1000 Bar High-Pressure Injection Bench for Extreme Low-Temperature (-70°C) Microfluidic Studies

For a leading research institution specialized in fluid characterization, IRIAN MECATRONICS engineered a bespoke test bench. The core challenge was to inject fluid at extreme high pressure (1000 bar) into a microfluidic network maintained at a cryogenic temperature of -70°C. Our solution delivered a compact, modular system providing ultra-precise control over both pressure and temperature, alongside pristine visualization of the experimental process.

The client required an equipment capable of simulating extreme conditions to investigate fluid behavior at the micro-scale, a critical need for applications ranging from materials science to biochemistry under non-standard conditions. The technical specifications presented significant engineering challenges, demanding a compact and highly reliable system.

Key technical requirements included:

• Extreme High Pressure: Achieving and consistently maintaining an injection pressure up to 1000 bar, simulating deep environments or intense industrial processes.

• Extreme Low Temperature: Ensuring precise thermal regulation within the microfluidic network down to -70°C, essential for studying cryogenic fluids or low-temperature reactions.

• Integration & Visualization: Seamlessly integrating a specific microfluidic network ($30\times 20\times 1.175$ mm) and enabling clear, unobstructed observation of the experiment via a viewing window, free from frosting or condensation.

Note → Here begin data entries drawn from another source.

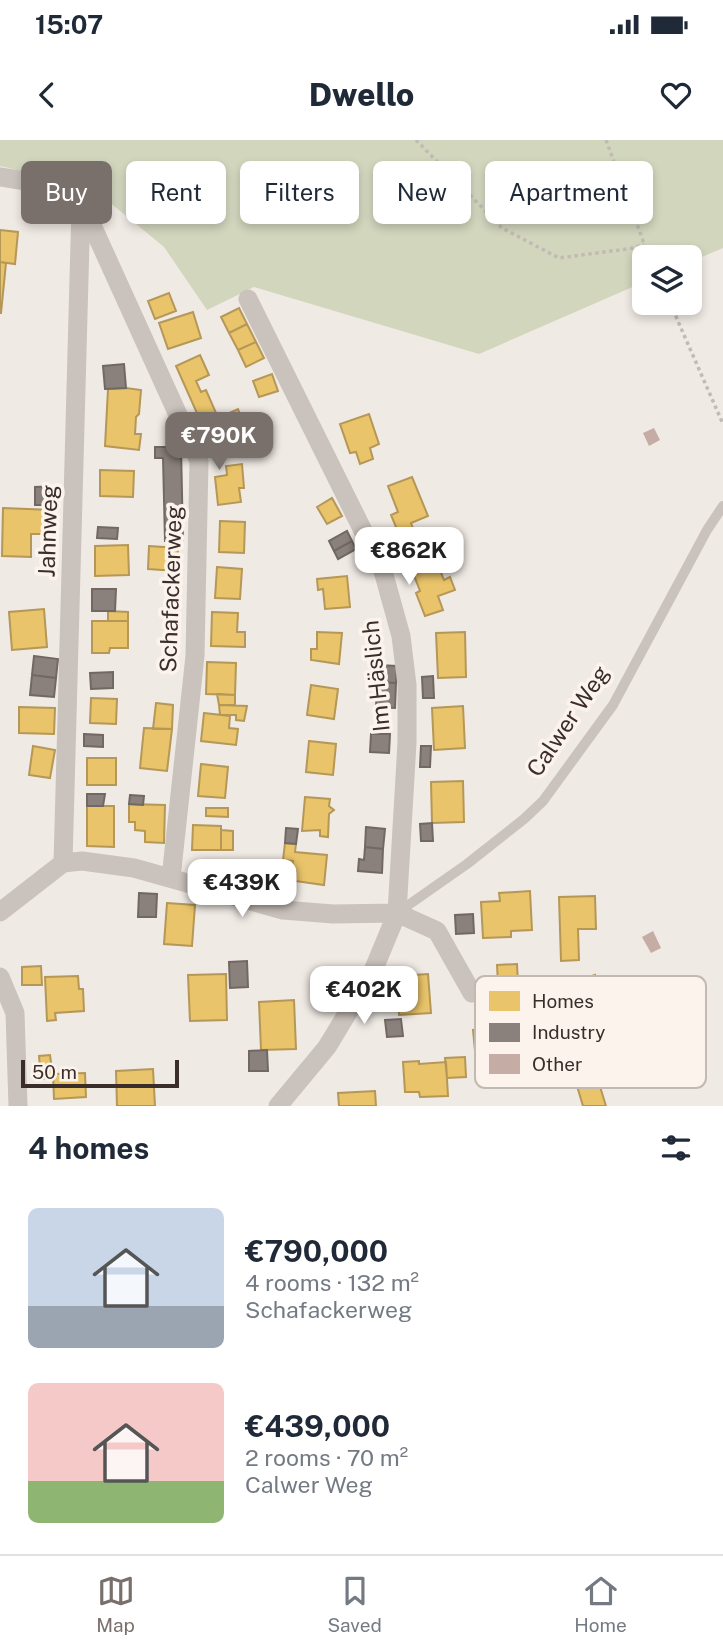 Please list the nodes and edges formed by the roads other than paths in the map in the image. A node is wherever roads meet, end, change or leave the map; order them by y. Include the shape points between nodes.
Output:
1 (0, 177) edge
2 (21, 180) edge
3 (80, 224) edge
4 (91, 224) edge
5 (248, 299) dead end
6 (723, 506) edge
7 (63, 863) junction
8 (171, 878) junction
9 (0, 912) edge
10 (397, 914) junction
11 (0, 976) edge
12 (472, 993) dead end
13 (18, 1106) edge
14 (278, 1106) edge

1 - 2 street
3 - 7 street, Jahnweg
4 - 8 street, Schafackerweg via 199,461 195,656
5 - 10 street, Im Häslich via 383,571 396,612 407,684
6 - 10 lane, Calwer Weg via 612,705 543,801
7 - 8 street via 134,868
7 - 9 street
8 - 10 street via 283,910
10 - 12 street via 438,931
10 - 14 street, Im Häslich via 373,971 327,1047
11 - 13 street via 15,1013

• Specific Connectivity: The system needed 4 high-pressure 1/16″ VALCO connection ports to allow for experimental flexibility.

• Controlled Environment: An inerting chamber was essential to protect the microfluidic network from ambient humidity and ensure measurement stability, particularly critical at very low temperatures.

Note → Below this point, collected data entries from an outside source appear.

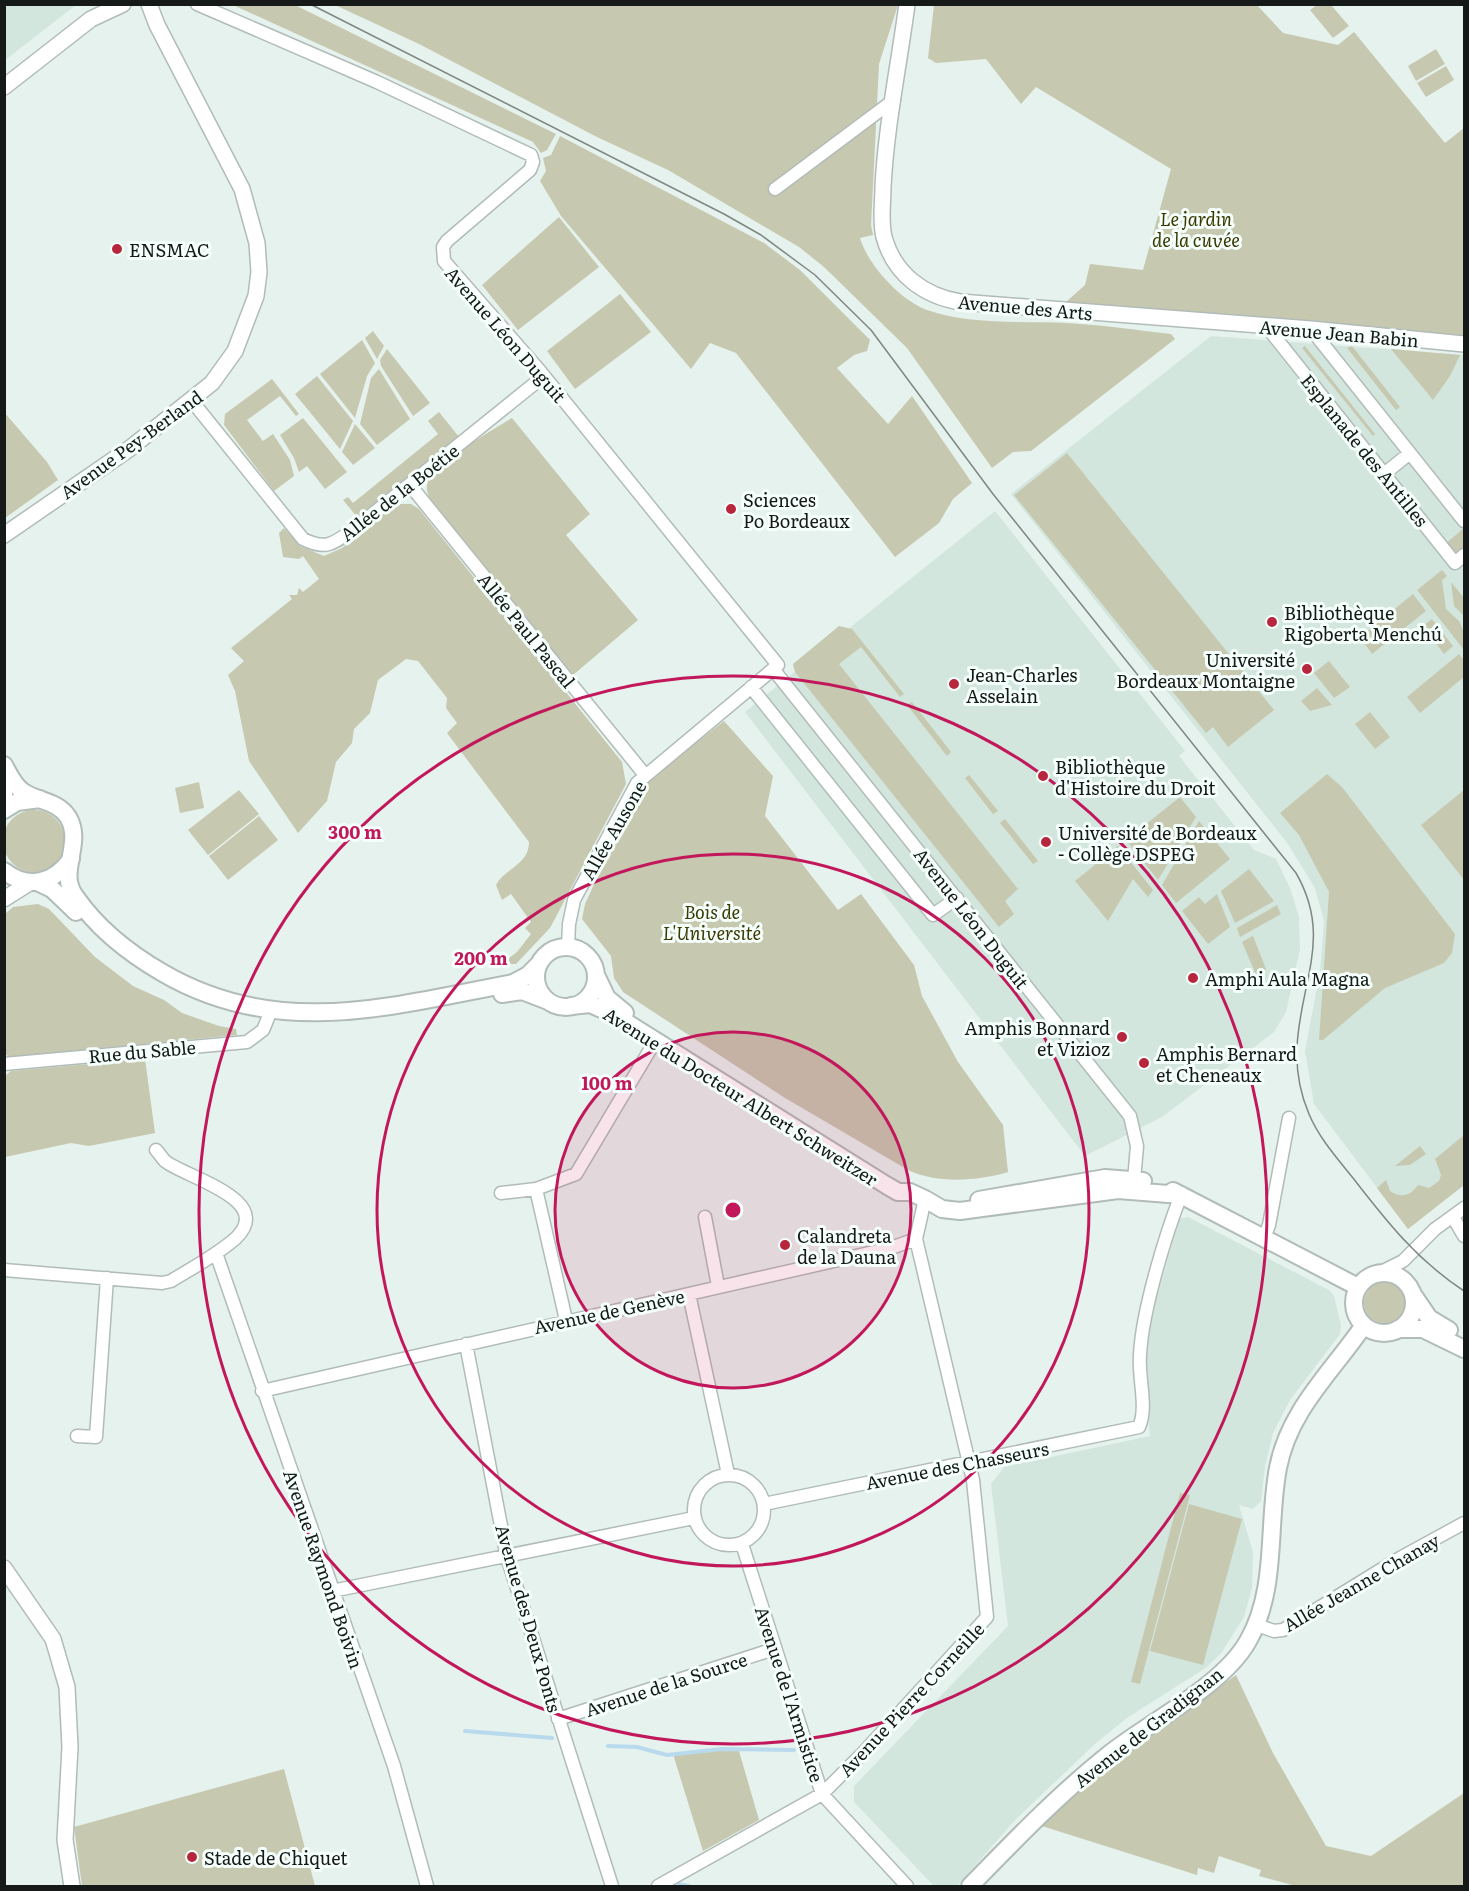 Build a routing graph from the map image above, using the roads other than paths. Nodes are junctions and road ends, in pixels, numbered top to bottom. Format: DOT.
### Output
graph roads {
  1 [pos="98,4"];
  2 [pos="123,4"];
  3 [pos="149,4"];
  4 [pos="197,4"];
  5 [pos="908,4"];
  6 [pos="4,76"];
  7 [pos="4,87"];
  8 [pos="894,100"];
  9 [pos="774,189"];
  10 [pos="1214,322"];
  11 [pos="1267,327"];
  12 [pos="1311,329"];
  13 [pos="1464,344"];
  14 [pos="544,376"];
  15 [pos="192,401"];
  16 [pos="1410,453"];
  17 [pos="1384,474"];
  18 [pos="410,485"];
  19 [pos="1464,522"];
  20 [pos="4,536"];
  21 [pos="1464,555"];
  22 [pos="776,667"];
  23 [pos="751,687"];
  24 [pos="4,765"];
  25 [pos="645,775"];
  26 [pos="4,789"];
  27 [pos="40,799"];
  28 [pos="4,801"];
  29 [pos="4,810"];
  30 [pos="71,859"];
  31 [pos="4,870"];
  32 [pos="34,882"];
  33 [pos="957,898"];
  34 [pos="4,899"];
  35 [pos="568,947"];
  36 [pos="539,964"];
  37 [pos="596,975"];
  38 [pos="548,1001"];
  39 [pos="571,1006"];
  40 [pos="268,1018"];
  41 [pos="654,1042"];
  42 [pos="4,1064"];
  43 [pos="1289,1118"];
  44 [pos="156,1150"];
  45 [pos="1134,1180"];
  46 [pos="536,1189"];
  47 [pos="910,1192"];
  48 [pos="501,1193"];
  49 [pos="1181,1196"];
  50 [pos="926,1199"];
  51 [pos="1464,1208"];
  52 [pos="705,1217"];
  53 [pos="1453,1217"];
  54 [pos="1464,1236"];
  55 [pos="1264,1238"];
  56 [pos="916,1239"];
  57 [pos="216,1253"];
  58 [pos="4,1270"];
  59 [pos="1381,1272"];
  60 [pos="107,1278"];
  61 [pos="718,1286"];
  62 [pos="1358,1287"];
  63 [pos="689,1294"];
  64 [pos="1414,1296"];
  65 [pos="566,1320"];
  66 [pos="1364,1326"];
  67 [pos="1398,1329"];
  68 [pos="1464,1339"];
  69 [pos="466,1344"];
  70 [pos="1464,1348"];
  71 [pos="262,1391"];
  72 [pos="77,1436"];
  73 [pos="967,1462"];
  74 [pos="728,1474"];
  75 [pos="764,1504"];
  76 [pos="694,1518"];
  77 [pos="1464,1523"];
  78 [pos="742,1544"];
  79 [pos="507,1557"];
  80 [pos="4,1568"];
  81 [pos="332,1591"];
  82 [pos="1257,1625"];
  83 [pos="774,1649"];
  84 [pos="558,1719"];
  85 [pos="822,1794"];
  86 [pos="1030,1826"];
  87 [pos="72,1887"];
  88 [pos="427,1887"];
  89 [pos="612,1887"];
  90 [pos="658,1887"];
  91 [pos="907,1887"];
  92 [pos="970,1887"];
  93 [pos="985,1887"];
  1 -- 6 [label="street"];
  2 -- 7 [label="street"];
  3 -- 15 [label="street, Avenue Pey-Berland"];
  4 -- 14 [label="street, Avenue Léon Duguit"];
  5 -- 8 [label="street, Avenue des Arts"];
  8 -- 9 [label="street"];
  8 -- 10 [label="street, Avenue des Arts"];
  10 -- 11 [label="street, Avenue Jean Babin"];
  11 -- 12 [label="street, Avenue Jean Babin"];
  11 -- 17 [label="street, Esplanade des Antilles"];
  12 -- 13 [label="street, Avenue Jean Babin"];
  12 -- 16 [label="street, Esplanade des Antilles"];
  14 -- 18 [label="street, Allée de la Boétie"];
  14 -- 22 [label="street, Avenue Léon Duguit"];
  15 -- 18 [label="street, Allée de la Boétie"];
  15 -- 20 [label="street, Avenue Pey-Berland"];
  16 -- 17 [label="street"];
  16 -- 19 [label="street, Esplanade des Antilles"];
  17 -- 21 [label="street, Esplanade des Antilles"];
  18 -- 25 [label="street, Allée Paul Pascal"];
  22 -- 23 [label="street, Allée Ausone"];
  22 -- 33 [label="street, Avenue Léon Duguit"];
  23 -- 25 [label="street, Allée Ausone"];
  23 -- 33 [label="street"];
  24 -- 27 [label="main road"];
  25 -- 35 [label="street, Allée Ausone"];
  26 -- 28 [label="main road"];
  27 -- 29 [label="main road"];
  27 -- 30 [label="main road"];
  30 -- 32 [label="main road"];
  30 -- 36 [label="main road"];
  31 -- 32 [label="main road"];
  32 -- 34 [label="street"];
  32 -- 40 [label="main road"];
  33 -- 45 [label="street, Avenue Léon Duguit"];
  35 -- 36 [label="main road"];
  35 -- 37 [label="main road"];
  36 -- 38 [label="main road"];
  37 -- 39 [label="main road"];
  37 -- 47 [label="main road, Avenue du Docteur Albert Schweitzer"];
  38 -- 39 [label="main road"];
  38 -- 40 [label="main road"];
  39 -- 41 [label="main road, Avenue du Docteur Albert Schweitzer"];
  40 -- 42 [label="street, Rue du Sable"];
  41 -- 46 [label="street"];
  41 -- 47 [label="main road, Avenue du Docteur Albert Schweitzer"];
  43 -- 55 [label="street"];
  44 -- 57 [label="street"];
  45 -- 49 [label="main road, Avenue du Docteur Albert Schweitzer"];
  45 -- 50 [label="main road, Avenue du Docteur Albert Schweitzer"];
  46 -- 48 [label="street"];
  46 -- 65 [label="street"];
  47 -- 50 [label="main road, Avenue du Docteur Albert Schweitzer"];
  49 -- 50 [label="main road, Avenue du Docteur Albert Schweitzer"];
  49 -- 55 [label="main road, Avenue du Docteur Albert Schweitzer"];
  49 -- 73 [label="street, Avenue des Chasseurs"];
  50 -- 56 [label="street"];
  51 -- 53 [label="street"];
  52 -- 61 [label="street"];
  53 -- 54 [label="street"];
  53 -- 59 [label="street"];
  55 -- 62 [label="main road, Avenue du Docteur Albert Schweitzer"];
  56 -- 61 [label="street, Avenue de Genève"];
  56 -- 73 [label="street, Avenue Pierre Corneille"];
  57 -- 60 [label="street"];
  57 -- 71 [label="street, Avenue Raymond Boivin"];
  58 -- 60 [label="street"];
  59 -- 62 [label="main road"];
  59 -- 64 [label="main road"];
  60 -- 72 [label="street"];
  61 -- 63 [label="street, Avenue de Genève"];
  62 -- 66 [label="main road"];
  63 -- 65 [label="street, Avenue de Genève"];
  63 -- 74 [label="street"];
  64 -- 67 [label="main road"];
  64 -- 68 [label="main road"];
  65 -- 69 [label="street, Avenue de Genève"];
  66 -- 67 [label="main road"];
  66 -- 82 [label="main road, Avenue de Gradignan"];
  67 -- 70 [label="main road"];
  69 -- 71 [label="street, Avenue de Genève"];
  69 -- 79 [label="street, Avenue des Deux Ponts"];
  71 -- 81 [label="street, Avenue Raymond Boivin"];
  73 -- 75 [label="street, Avenue des Chasseurs"];
  73 -- 85 [label="street, Avenue Pierre Corneille"];
  74 -- 75 [label="street"];
  74 -- 76 [label="street"];
  75 -- 78 [label="street"];
  76 -- 78 [label="street"];
  76 -- 79 [label="street"];
  77 -- 82 [label="street, Allée Jeanne Chanay"];
  78 -- 83 [label="street, Avenue de l'Armistice"];
  79 -- 81 [label="street"];
  79 -- 84 [label="street, Avenue des Deux Ponts"];
  80 -- 87 [label="street"];
  81 -- 88 [label="street, Avenue Raymond Boivin"];
  82 -- 86 [label="main road, Avenue de Gradignan"];
  83 -- 84 [label="street, Avenue de la Source"];
  83 -- 85 [label="street, Avenue de l'Armistice"];
  84 -- 89 [label="street, Avenue des Deux Ponts"];
  85 -- 90 [label="street, Avenue Pierre Corneille"];
  85 -- 91 [label="street, Avenue de l'Armistice"];
  86 -- 92 [label="main road, Avenue de Gradignan"];
  86 -- 93 [label="main road, Avenue de Gradignan"];
}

• Measurement Accuracy: Temperature monitoring had to be performed by high-precision PT1000 sensors, one in direct contact with the microfluidic network, for reliable thermal characterization.

Responding to these stringent requirements, our engineering office developed a comprehensive, integrated mechatronic solution, featuring two compact and interconnected modules.

The injection module forms the heart of the system. To ensure both 1000 bar pressure resistance and compatibility with diverse injection fluids, all wetted parts were meticulously machined from stainless steel. Managing the cryogenic temperature was a primary design hurdle. We opted for a miniature oven with a dual Peltier effect, a thermoelectric cooling technology enabling precise, vibration-free, and highly responsive temperature control down to -70°C. The cold face of the Peltier element is in direct contact with the microfluidic network’s support component, maximizing thermal exchange and regulatory precision.

To prevent condensation and frosting on the viewing window during cooling, we engineered a sealed inerting chamber (max. 0.2 bar pressure). The selection of a Quartz viewing window was strategic: this material offers exceptional optical transparency for observation or instrumentation, while also acting as an excellent thermal insulator, minimizing heat loss and protecting the integrity of the experiment and measurements.

The second cooling module acts as an active heat sink. It comprises a second Peltier element and an insulated heat exchanger, where a pump circulates water to efficiently dissipate heat extracted from the injection module. This system ensures sustained performance, stability, and longevity, even during prolonged experiments at extreme low temperatures.